Catrina's Ideal Writing Machine

La_Catrina


    Pardon d'être resté loin d'ici pendant longtemps.
    Je viens à peine en fait de revenir de loin.
    Du monde réel.

    J'ai vécu sous les ponts avec mes pensées, ces derniers temps. Elles avaient froid, nulle part où aller, nulle part où grandir. Elles ont faillit mourir, je crois. Mourir avec le froid du monde, avec le vent sec des autres et la misère de la réalité. Puis j'ai retrouvé la clé de cet endroit. Je l'avait oubliée, je l'avoue.
    C'est drôle de revenir là en tant que visiteur, et plus en tant que "auteur." J'ai poussé la porte, et elle grinçait comme une transylvanienne d'un film d'horreur des années 70. Quand je suis rentré, cela sentait le vieux livre. Celui dont les pages ont jaunies, sont devenues dures comme du carton, avec cette vieille typographie, cette vieille police d'écriture qui sent bon le vieux plomb d'imprimerie.
    J'ai épousseté quelques étagères remplies de vieux textes grinçant et pleins de souvenirs savoureux. Certains épicés comme du poivre, d'autres doux comme le sucre, beaucoup aussi d'horribles comme le sel.
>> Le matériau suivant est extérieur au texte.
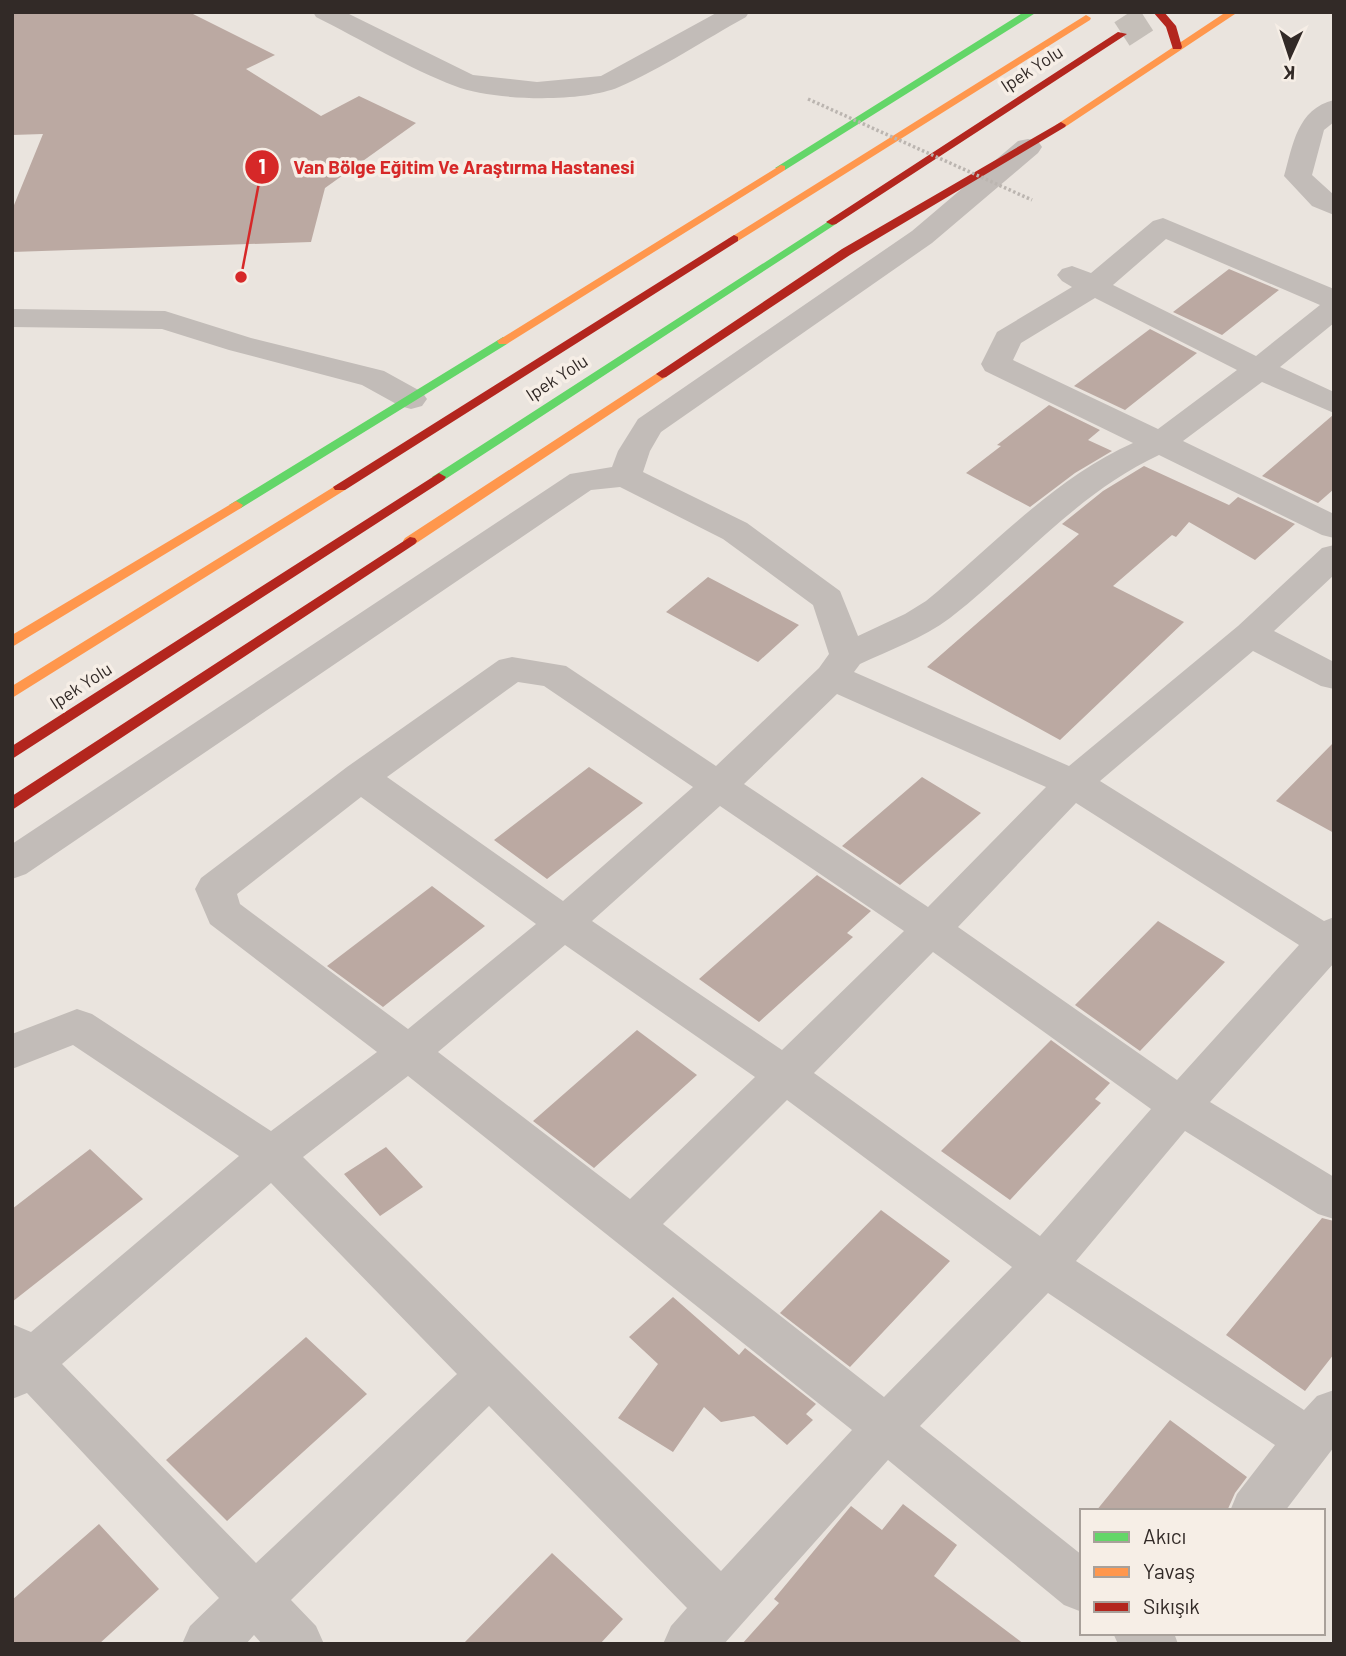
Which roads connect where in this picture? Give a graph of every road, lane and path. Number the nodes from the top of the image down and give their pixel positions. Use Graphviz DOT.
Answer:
graph roads {
  1 [pos="325,12"];
  2 [pos="737,12"];
  3 [pos="1032,12"];
  4 [pos="1158,12"];
  5 [pos="1233,12"];
  6 [pos="1086,18"];
  7 [pos="1122,34"];
  8 [pos="1177,47"];
  9 [pos="808,100"];
  10 [pos="1334,108"];
  11 [pos="1032,144"];
  12 [pos="1032,200"];
  13 [pos="1334,207"];
  14 [pos="1081,280"];
  15 [pos="1334,300"];
  16 [pos="1334,308"];
  17 [pos="12,318"];
  18 [pos="1259,369"];
  19 [pos="411,399"];
  20 [pos="1334,404"];
  21 [pos="1160,443"];
  22 [pos="625,476"];
  23 [pos="1334,527"];
  24 [pos="1334,556"];
  25 [pos="1250,634"];
  26 [pos="12,642"];
  27 [pos="839,666"];
  28 [pos="1334,677"];
  29 [pos="12,693"];
  30 [pos="12,754"];
  31 [pos="360,777"];
  32 [pos="1073,783"];
  33 [pos="720,785"];
  34 [pos="12,804"];
  35 [pos="12,864"];
  36 [pos="564,923"];
  37 [pos="931,929"];
  38 [pos="1331,941"];
  39 [pos="12,1052"];
  40 [pos="409,1052"];
  41 [pos="785,1075"];
  42 [pos="1180,1106"];
  43 [pos="272,1155"];
  44 [pos="1334,1200"];
  45 [pos="632,1226"];
  46 [pos="1044,1265"];
  47 [pos="18,1361"];
  48 [pos="490,1374"];
  49 [pos="1321,1426"];
  50 [pos="886,1428"];
  51 [pos="1257,1509"];
  52 [pos="1080,1585"];
  53 [pos="254,1599"];
  54 [pos="706,1626"];
  55 [pos="208,1644"];
  56 [pos="298,1644"];
  1 -- 2 [label="street"];
  3 -- 19 [label="main road"];
  4 -- 8 [label="main road"];
  5 -- 8 [label="main road"];
  6 -- 29 [label="main road, Ipek Yolu"];
  7 -- 30 [label="main road, Ipek Yolu"];
  8 -- 11 [label="main road"];
  9 -- 12 [label="path, bridge"];
  10 -- 13 [label="street"];
  11 -- 22 [label="street"];
  11 -- 34 [label="main road"];
  14 -- 15 [label="street"];
  14 -- 18 [label="street"];
  14 -- 21 [label="street"];
  16 -- 18 [label="street"];
  17 -- 19 [label="street"];
  18 -- 20 [label="street"];
  18 -- 21 [label="street"];
  19 -- 26 [label="main road"];
  21 -- 23 [label="street"];
  21 -- 27 [label="street"];
  22 -- 27 [label="street"];
  22 -- 35 [label="street"];
  24 -- 25 [label="street"];
  25 -- 28 [label="street"];
  25 -- 32 [label="street"];
  27 -- 32 [label="street"];
  27 -- 33 [label="street"];
  31 -- 33 [label="street"];
  31 -- 36 [label="street"];
  31 -- 40 [label="street"];
  32 -- 37 [label="street"];
  32 -- 38 [label="street"];
  33 -- 36 [label="street"];
  33 -- 37 [label="street"];
  36 -- 40 [label="street"];
  36 -- 41 [label="street"];
  37 -- 41 [label="street"];
  37 -- 42 [label="street"];
  38 -- 42 [label="street"];
  39 -- 43 [label="street"];
  40 -- 43 [label="street"];
  40 -- 45 [label="street"];
  41 -- 45 [label="street"];
  41 -- 46 [label="street"];
  42 -- 44 [label="street"];
  42 -- 46 [label="street"];
  43 -- 47 [label="street"];
  43 -- 48 [label="street"];
  45 -- 50 [label="street"];
  46 -- 49 [label="street"];
  46 -- 50 [label="street"];
  47 -- 53 [label="street"];
  48 -- 53 [label="street"];
  48 -- 54 [label="street"];
  49 -- 51 [label="street"];
  50 -- 52 [label="street"];
  50 -- 54 [label="street"];
  53 -- 55 [label="street"];
  53 -- 56 [label="street"];
}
    J'ai trouvé une petite bouteille sur ma table. Elle portait l'inscription "Bois moi" en miniatures abbatiales. Je l'ai fracassée par terre. Le liquide rouge brillant et suave s'est répandu sur tout le plancher, formant de honteux grumeaux avec la poussière de lune qui s'était accumulée sur les lattes de bois. La flaque vermillon exhalait un parfum de sucre, de raisin, de vanille. Le parfum de la facilité. Celui du déjà fait. Celui de la répétition.
    On ne me la fait pas, à moi. J'ai lu assez de conte pour savoir comment réagir lorsqu'une telle bouteille m'attend. Quand une bouteille nous propose à boire, il faut la jeter. Ce serait trop simple, sinon. Aurais-je grandis, aurais-je rapetissé, en la buvant? De toute façon, temporellement.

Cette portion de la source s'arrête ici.